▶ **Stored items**

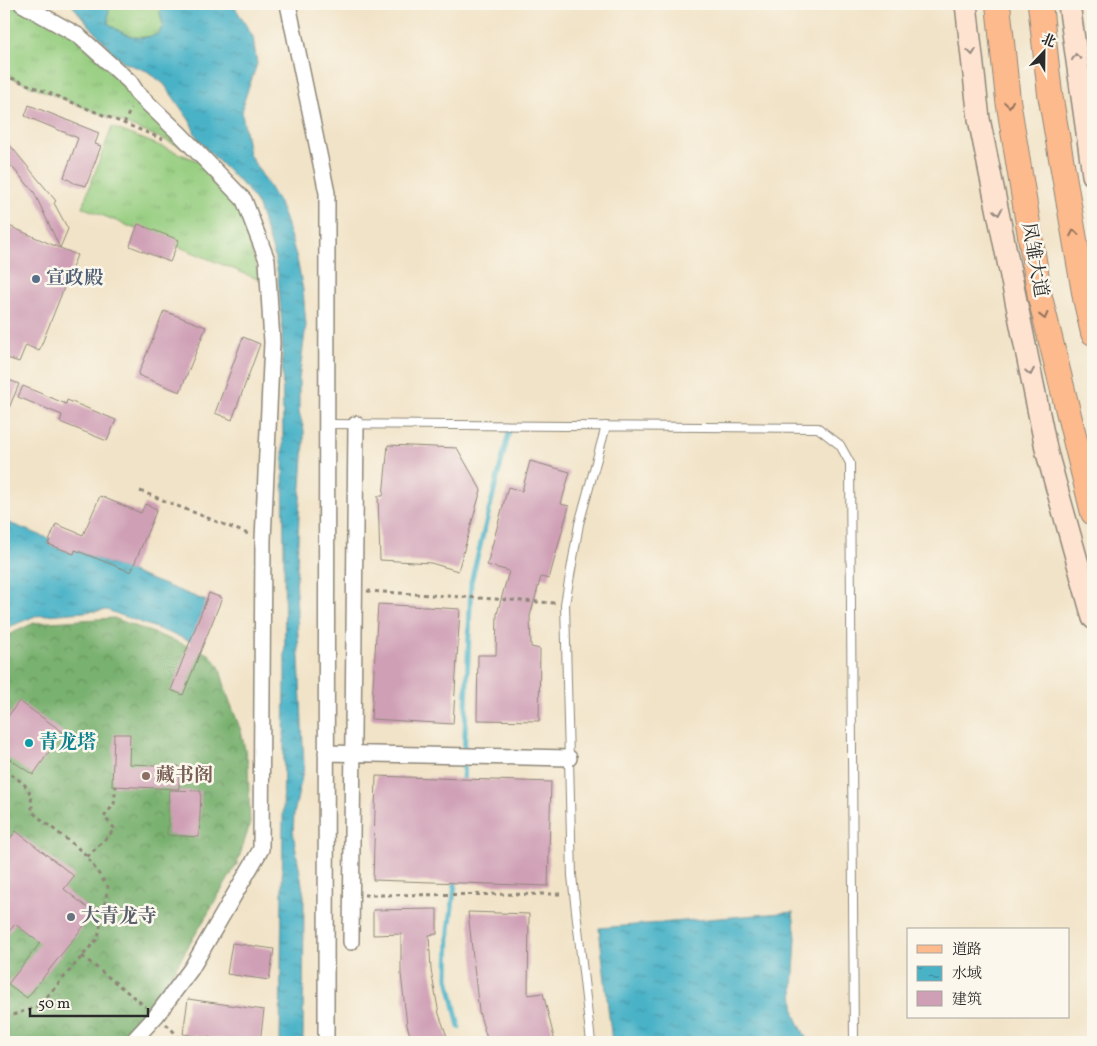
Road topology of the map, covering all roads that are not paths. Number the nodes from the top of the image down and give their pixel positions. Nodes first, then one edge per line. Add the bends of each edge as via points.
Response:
1 (22, 4) edge
2 (288, 4) edge
3 (966, 4) edge
4 (998, 4) edge
5 (1040, 4) edge
6 (1068, 7) edge
7 (1093, 175) edge
8 (1093, 332) edge
9 (327, 424) junction
10 (356, 424) junction
11 (606, 426) junction
12 (1093, 513) edge
13 (1074, 550) junction
14 (1093, 584) edge
15 (1093, 618) edge
16 (326, 753) junction
17 (352, 754) junction
18 (569, 758) junction
19 (351, 942) dead end
20 (132, 1042) edge
21 (326, 1042) edge
22 (591, 1042) edge
23 (854, 1042) edge

1 - 20 street via 79,36 130,82 137,93 244,200 267,260 272,342 263,540 261,849 191,969
2 - 9 street via 326,194
3 -> 13 street via 981,129 1047,453
4 -> 12 main road, 凤雏大道 via 1008,100 1040,298
8 -> 5 main road via 1050,94
7 -> 6 street
9 - 10 lane
9 - 16 street
10 - 11 lane
10 - 17 street
11 - 18 lane via 579,524 565,604
11 - 23 lane via 818,428 840,445 850,463
13 - 14 street
13 - 15 street
16 - 17 street
16 - 21 street
17 - 18 street
17 - 19 street
18 - 22 lane via 572,876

▶ **Work order**
Every line of the data above should be returned exactly, with the pictures removed.

▶ **Exercise solution**
Road topology of the map, covering all roads that are not paths. Number the nodes from the top of the image down and give their pixel positions. Nodes first, then one edge per line. Add the bends of each edge as via points.
Response:
1 (22, 4) edge
2 (288, 4) edge
3 (966, 4) edge
4 (998, 4) edge
5 (1040, 4) edge
6 (1068, 7) edge
7 (1093, 175) edge
8 (1093, 332) edge
9 (327, 424) junction
10 (356, 424) junction
11 (606, 426) junction
12 (1093, 513) edge
13 (1074, 550) junction
14 (1093, 584) edge
15 (1093, 618) edge
16 (326, 753) junction
17 (352, 754) junction
18 (569, 758) junction
19 (351, 942) dead end
20 (132, 1042) edge
21 (326, 1042) edge
22 (591, 1042) edge
23 (854, 1042) edge

1 - 20 street via 79,36 130,82 137,93 244,200 267,260 272,342 263,540 261,849 191,969
2 - 9 street via 326,194
3 -> 13 street via 981,129 1047,453
4 -> 12 main road, 凤雏大道 via 1008,100 1040,298
8 -> 5 main road via 1050,94
7 -> 6 street
9 - 10 lane
9 - 16 street
10 - 11 lane
10 - 17 street
11 - 18 lane via 579,524 565,604
11 - 23 lane via 818,428 840,445 850,463
13 - 14 street
13 - 15 street
16 - 17 street
16 - 21 street
17 - 18 street
17 - 19 street
18 - 22 lane via 572,876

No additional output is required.